Furthermore, it is unclear whether this enforcement mechanism is also open to settlements that have reached without using the Centre’s facilities. On the one hand, the scope of application of Article 35, paragraph 2 (ut supra) UPCA appears to be limited to settlements “obtained through the use of the Centre’s facilities”. On the other hand, Rule 11, paragraph 2 RoP (ut supra) establishes that settlements (or the consensual arbitral award) can benefit from a confirmatory decision by the Court "regardless of whether they have been reached using the Centre’s facilities or otherwise.”
As far as arbitral awards are concerned, these are not covered by Articles 35, paragraph 2 (ut supra) UPCA and 79 (ut supra) UPCA. It can therefore be concluded that arbitral awards – with the exception of consensual awards, under Rule 11, paragraph 2 RoP (ut supra) which are essentially an arbitral award that registers a settlement – would not be enforceable through the provisions of the UPCA, but that they would rather be enforced under the New York Convention like any other arbitral award.
The Centre’s rules of procedure
The rules of procedure of the Mediation and Arbitration Centre published on 8 July 2022 contain some rules that are worth mentioning here.
Although the Centre has offices in Lisbon and Ljubljana, mediation and arbitration proceedings can be organized elsewhere (Rule 3).
The official languages of the Centre are English, French, and German (Rule 6).
The Centre establishes and updates a list of arbitrators and mediators in the field of patent law. The Director and the Expert Committee collaborate to determine the criteria and qualifications of arbitrators and mediators to be admitted to the list, which must then be accepted by the Administrative Committee (Rule 14).

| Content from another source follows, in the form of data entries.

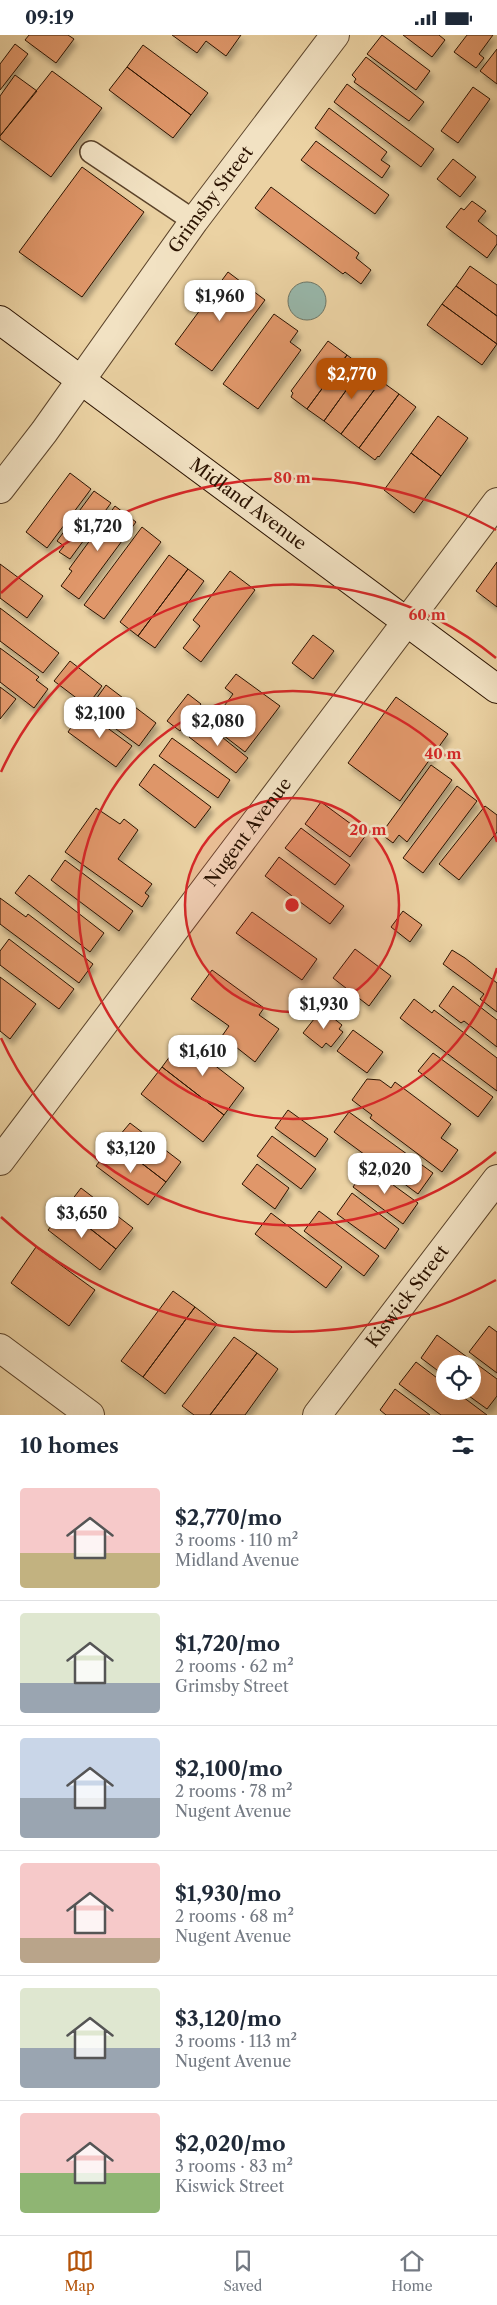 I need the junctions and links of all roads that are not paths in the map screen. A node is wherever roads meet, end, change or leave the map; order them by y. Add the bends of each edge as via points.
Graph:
1 (335, 35) edge
2 (91, 152) dead end
3 (194, 221) junction
4 (0, 320) edge
5 (82, 380) junction
6 (0, 489) edge
7 (497, 502) edge
8 (408, 622) junction
9 (497, 689) edge
10 (0, 1161) edge
11 (497, 1179) edge
12 (0, 1348) edge
13 (90, 1415) edge
14 (317, 1415) edge

1 - 3 street, Grimsby Street
2 - 3 lane
3 - 5 street, Grimsby Street
4 - 5 street, Midland Avenue
5 - 6 street, Grimsby Street
5 - 8 street, Midland Avenue
7 - 8 street, Nugent Avenue
8 - 9 street, Midland Avenue
8 - 10 street, Nugent Avenue
11 - 14 street, Kiswick Street
12 - 13 street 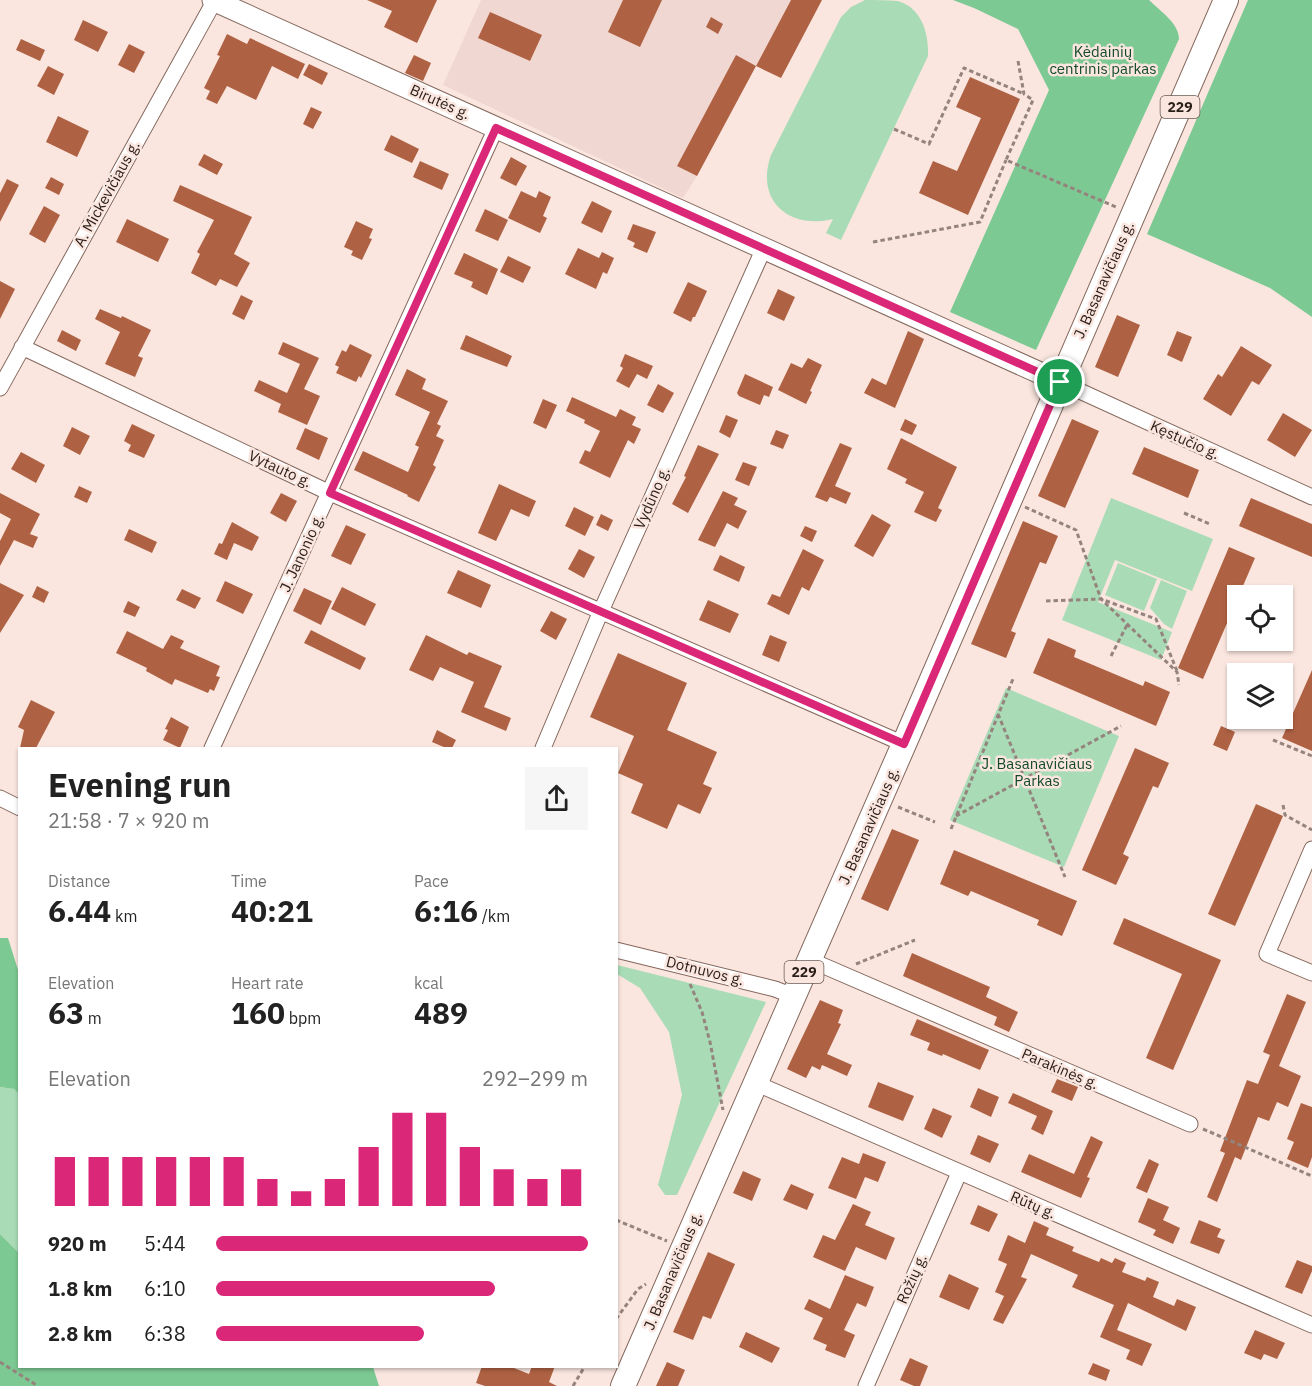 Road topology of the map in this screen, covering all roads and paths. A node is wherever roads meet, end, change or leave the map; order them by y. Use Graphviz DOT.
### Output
graph roads {
  1 [pos="214,0"];
  2 [pos="1226,0"];
  3 [pos="1018,61"];
  4 [pos="1024,94"];
  5 [pos="496,128"];
  6 [pos="894,129"];
  7 [pos="1006,160"];
  8 [pos="1133,215"];
  9 [pos="873,242"];
  10 [pos="764,248"];
  11 [pos="22,347"];
  12 [pos="1060,382"];
  13 [pos="0,388"];
  14 [pos="330,493"];
  15 [pos="1312,496"];
  16 [pos="1010,501"];
  17 [pos="1184,513"];
  18 [pos="1210,524"];
  19 [pos="1101,599"];
  20 [pos="1046,601"];
  21 [pos="601,611"];
  22 [pos="1128,625"];
  23 [pos="1111,656"];
  24 [pos="1177,672"];
  25 [pos="1013,679"];
  26 [pos="1179,685"];
  27 [pos="998,714"];
  28 [pos="1121,726"];
  29 [pos="1273,740"];
  30 [pos="904,744"];
  31 [pos="212,747"];
  32 [pos="543,747"];
  33 [pos="1312,756"];
  34 [pos="1024,779"];
  35 [pos="0,798"];
  36 [pos="880,799"];
  37 [pos="1283,805"];
  38 [pos="18,807"];
  39 [pos="956,816"];
  40 [pos="935,822"];
  41 [pos="951,829"];
  42 [pos="1312,830"];
  43 [pos="1312,849"];
  44 [pos="1065,878"];
  45 [pos="915,940"];
  46 [pos="618,950"];
  47 [pos="810,960"];
  48 [pos="684,965"];
  49 [pos="837,972"];
  50 [pos="1312,973"];
  51 [pos="793,996"];
  52 [pos="755,1083"];
  53 [pos="1190,1124"];
  54 [pos="729,1144"];
  55 [pos="959,1173"];
  56 [pos="1312,1176"];
  57 [pos="618,1221"];
  58 [pos="683,1248"];
  59 [pos="665,1289"];
  60 [pos="618,1316"];
  61 [pos="1312,1325"];
  62 [pos="0,1362"];
  63 [pos="584,1368"];
  64 [pos="38,1386"];
  65 [pos="573,1386"];
  66 [pos="623,1386"];
  67 [pos="866,1386"];
  1 -- 5 [label="street, Birutės g."];
  1 -- 11 [label="street, A. Mickevičiaus g."];
  2 -- 8 [label="main road, J. Basanavičiaus g. / 229"];
  3 -- 4 [label="path"];
  4 -- 6 [label="path"];
  4 -- 7 [label="path"];
  5 -- 10 [label="street, Birutės g."];
  5 -- 14 [label="street, J. Janonio g."];
  7 -- 8 [label="path"];
  7 -- 9 [label="path"];
  8 -- 12 [label="main road, J. Basanavičiaus g. / 229"];
  10 -- 12 [label="street, Birutės g."];
  10 -- 21 [label="street, Vydūno g."];
  11 -- 13 [label="street, A. Mickevičiaus g."];
  11 -- 14 [label="street, Vytauto g."];
  12 -- 15 [label="street, Kęstučio g."];
  12 -- 16 [label="main road, J. Basanavičiaus g. / 229"];
  14 -- 21 [label="street, Vytauto g."];
  14 -- 31 [label="street, J. Janonio g."];
  16 -- 19 [label="path"];
  16 -- 30 [label="main road, J. Basanavičiaus g. / 229"];
  17 -- 18 [label="path"];
  19 -- 20 [label="path"];
  19 -- 22 [label="path"];
  19 -- 24 [label="path"];
  21 -- 30 [label="street, Vytauto g."];
  21 -- 32 [label="street, Vydūno g."];
  22 -- 23 [label="path"];
  22 -- 24 [label="path"];
  24 -- 26 [label="path"];
  25 -- 27 [label="path"];
  27 -- 34 [label="path"];
  27 -- 39 [label="path"];
  28 -- 34 [label="path"];
  29 -- 33 [label="path"];
  30 -- 36 [label="main road, J. Basanavičiaus g. / 229"];
  34 -- 39 [label="path"];
  34 -- 44 [label="path"];
  35 -- 38 [label="street"];
  36 -- 40 [label="path"];
  36 -- 47 [label="main road, J. Basanavičiaus g. / 229"];
  37 -- 42 [label="path"];
  39 -- 41 [label="path"];
  43 -- 50 [label="street"];
  45 -- 49 [label="path"];
  46 -- 48 [label="street, Dotnuvos g."];
  47 -- 49 [label="street, Parakinės g."];
  47 -- 51 [label="main road, J. Basanavičiaus g. / 229"];
  48 -- 51 [label="street, Dotnuvos g."];
  48 -- 54 [label="path"];
  49 -- 53 [label="street, Parakinės g."];
  51 -- 52 [label="main road, J. Basanavičiaus g. / 229"];
  52 -- 54 [label="main road, J. Basanavičiaus g. / 229"];
  52 -- 55 [label="street, Rūtų g."];
  53 -- 56 [label="path"];
  54 -- 58 [label="main road, J. Basanavičiaus g. / 229"];
  55 -- 61 [label="street, Rūtų g."];
  55 -- 67 [label="street, Rožių g."];
  57 -- 58 [label="path"];
  58 -- 59 [label="main road, J. Basanavičiaus g. / 229"];
  59 -- 60 [label="path"];
  59 -- 66 [label="main road, J. Basanavičiaus g. / 229"];
  62 -- 64 [label="path"];
  63 -- 65 [label="path"];
} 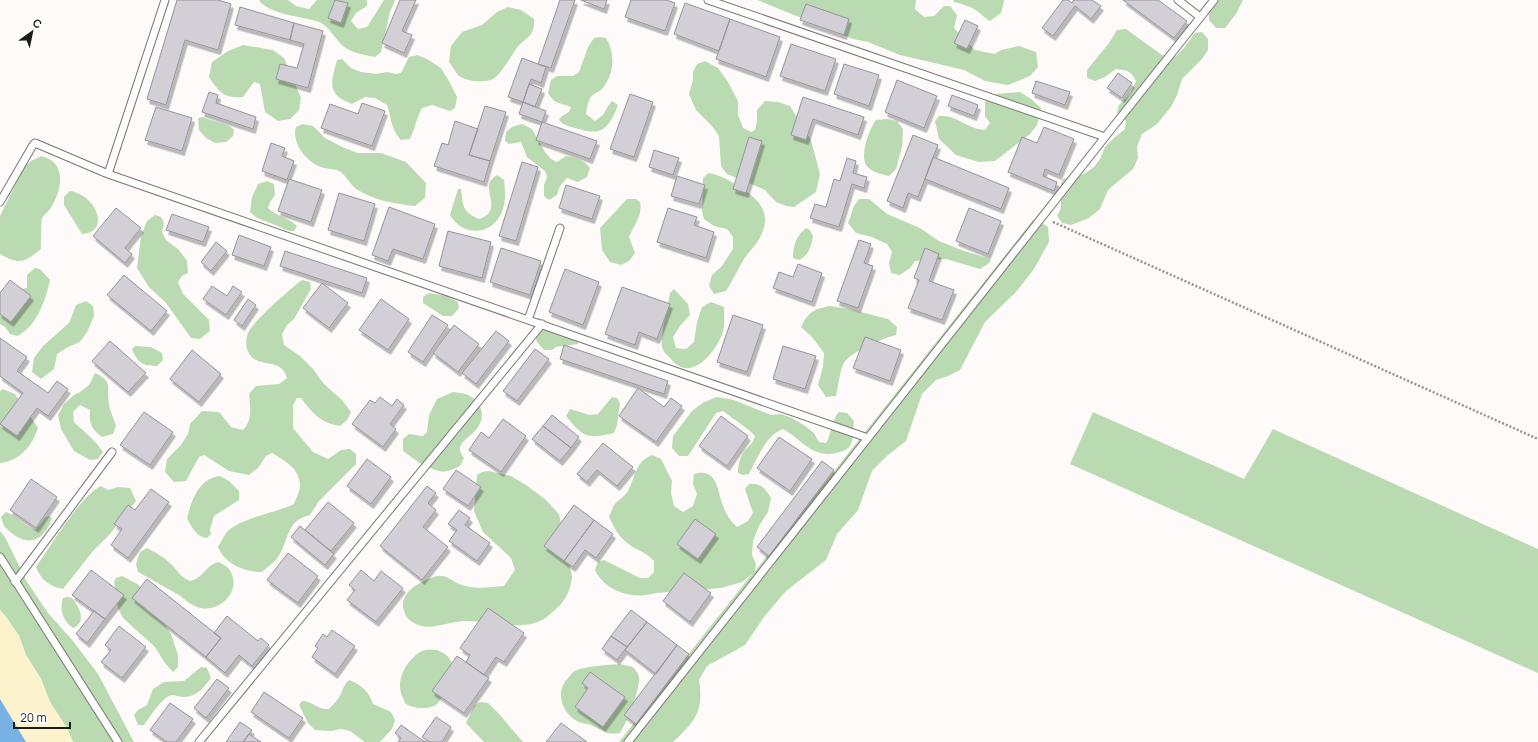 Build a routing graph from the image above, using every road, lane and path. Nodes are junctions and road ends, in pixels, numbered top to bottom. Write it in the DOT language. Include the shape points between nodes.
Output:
graph roads {
  1 [pos="165,0"];
  2 [pos="708,0"];
  3 [pos="1178,0"];
  4 [pos="1214,0"];
  5 [pos="1200,17"];
  6 [pos="1106,136"];
  7 [pos="108,174"];
  8 [pos="0,202"];
  9 [pos="1042,217"];
  10 [pos="560,228"];
  11 [pos="528,320"];
  12 [pos="542,324"];
  13 [pos="868,438"];
  14 [pos="1538,439"];
  15 [pos="112,452"];
  16 [pos="0,557"];
  17 [pos="16,582"];
  18 [pos="118,742"];
  19 [pos="199,742"];
  20 [pos="628,742"];
  1 -- 7 [label="lane"];
  2 -- 6 [label="lane"];
  3 -- 5 [label="lane"];
  4 -- 5 [label="lane"];
  5 -- 6 [label="lane"];
  6 -- 9 [label="lane"];
  7 -- 8 [label="lane" via="35,143"];
  7 -- 11 [label="lane"];
  9 -- 13 [label="lane"];
  9 -- 14 [label="path"];
  10 -- 11 [label="lane"];
  11 -- 12 [label="lane"];
  12 -- 13 [label="lane"];
  12 -- 19 [label="lane"];
  13 -- 20 [label="lane"];
  15 -- 17 [label="lane"];
  16 -- 17 [label="lane"];
  17 -- 18 [label="lane"];
} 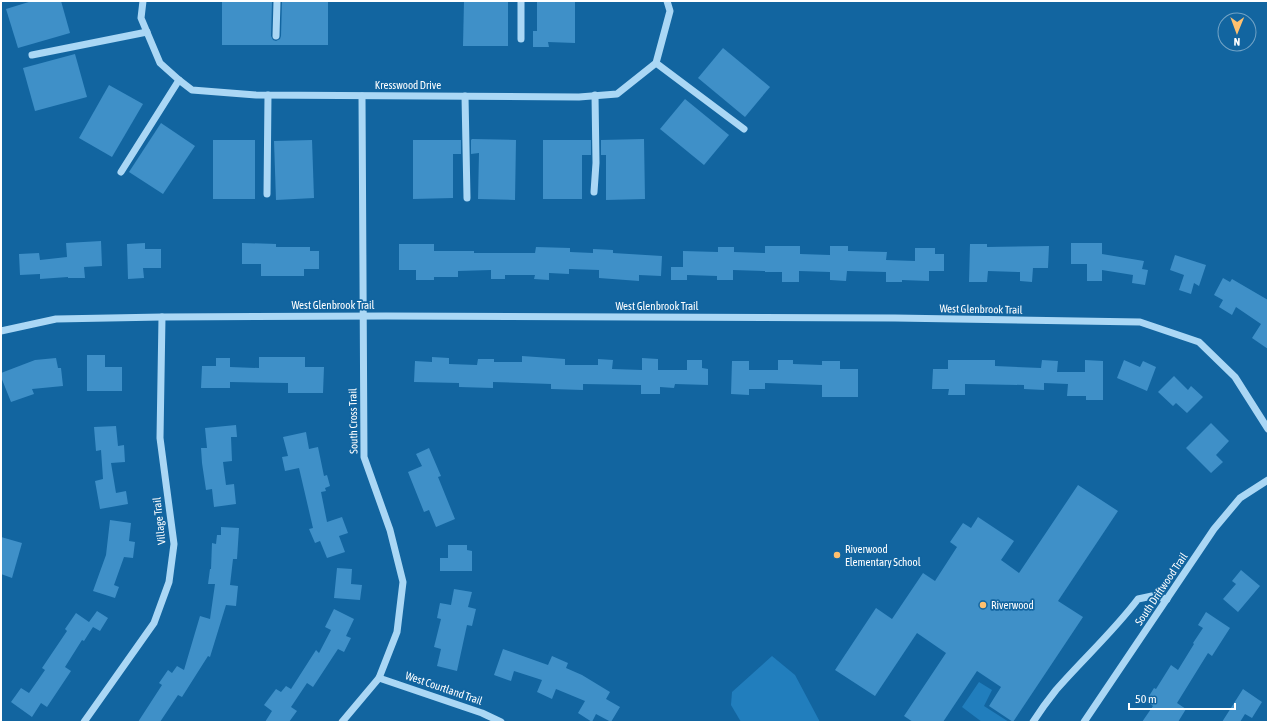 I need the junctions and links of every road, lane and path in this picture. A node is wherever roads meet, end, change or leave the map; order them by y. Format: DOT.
graph roads {
  1 [pos="143,1"];
  2 [pos="277,1"];
  3 [pos="521,1"];
  4 [pos="667,1"];
  5 [pos="147,32"];
  6 [pos="276,36"];
  7 [pos="521,39"];
  8 [pos="32,55"];
  9 [pos="656,63"];
  10 [pos="179,80"];
  11 [pos="268,95"];
  12 [pos="595,95"];
  13 [pos="362,96"];
  14 [pos="466,96"];
  15 [pos="744,129"];
  16 [pos="121,172"];
  17 [pos="594,192"];
  18 [pos="267,194"];
  19 [pos="467,198"];
  20 [pos="362,316"];
  21 [pos="162,317"];
  22 [pos="1,331"];
  23 [pos="1268,429"];
  24 [pos="1268,480"];
  25 [pos="1167,599"];
  26 [pos="378,678"];
  27 [pos="84,722"];
  28 [pos="342,722"];
  29 [pos="501,722"];
  30 [pos="1033,722"];
  31 [pos="1084,722"];
  1 -- 5 [label="street, Kresswood Drive"];
  2 -- 6 [label="street"];
  3 -- 7 [label="street"];
  4 -- 9 [label="street"];
  5 -- 8 [label="street"];
  5 -- 10 [label="street, Kresswood Drive"];
  9 -- 12 [label="street, Kresswood Drive"];
  9 -- 15 [label="street"];
  10 -- 11 [label="street, Kresswood Drive"];
  10 -- 16 [label="street"];
  11 -- 13 [label="street, Kresswood Drive"];
  11 -- 18 [label="street"];
  12 -- 14 [label="street, Kresswood Drive"];
  12 -- 17 [label="street"];
  13 -- 14 [label="street, Kresswood Drive"];
  13 -- 20 [label="street, South Cross Trail"];
  14 -- 19 [label="street"];
  20 -- 21 [label="street, West Glenbrook Trail"];
  20 -- 23 [label="street, West Glenbrook Trail"];
  20 -- 26 [label="street, South Cross Trail"];
  21 -- 22 [label="street, West Glenbrook Trail"];
  21 -- 27 [label="street, Village Trail"];
  24 -- 25 [label="street, South Driftwood Trail"];
  25 -- 30 [label="street"];
  25 -- 31 [label="street, South Driftwood Trail"];
  26 -- 28 [label="street, South Cross Trail"];
  26 -- 29 [label="street, West Courtland Trail"];
}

That said, many – if not all – details still need to be defined (for example, the establishment of the bodies (director, expert committee) of the Centre, or the drawing up of the list of arbitrators and mediators).
By establishing the Centre and calling for the use of arbitration and mediation processes, the UPCA and the RoP confirm the current trend in promoting the use of alternative dispute resolution mechanisms in patent disputes.
We expect the Centre to develop its activities particularly in the context of determining damages, after the Court has decided the infringement and validity. The consecutiveness of the compensation proceeding and the more stringent guarantees of confidentiality for the parties are all factors that can lead to referring these matters to the Centre.
Another area in which the Centre could develop its activities is that of FRAND dispute resolutions. While there appears to be no basis for the UPC to decide on FRAND in a stand-alone action (for example a declaratory action according to which a patent holder or implementer has acted in accordance with its FRAND obligations, a given set of license terms would be FRAND, or an action to ask the UPC to decide the terms of a FRAND license), the UPC is likely to rule on FRAND when it is presented as a defence in an infringement proceeding. In this context, the parties could be invited by the judge-rapporteur to refer the FRAND dispute to the Centre. Furthermore, the parties may have the right to use the Centre’s facilities, for example, for the purpose of determining FRAND terms and conditions, in case there is no dispute pending before the UPC, assuming, as discussed above, that the Centre is authorized to deal with matters involving patents not covered by Article 3.
That said, many questions currently remain unanswered, in particular regarding the Centre’s scope of intervention and the enforcement of settlements and arbitral awards reached through the Centre, and they will need to be addressed in practical cases in the coming months.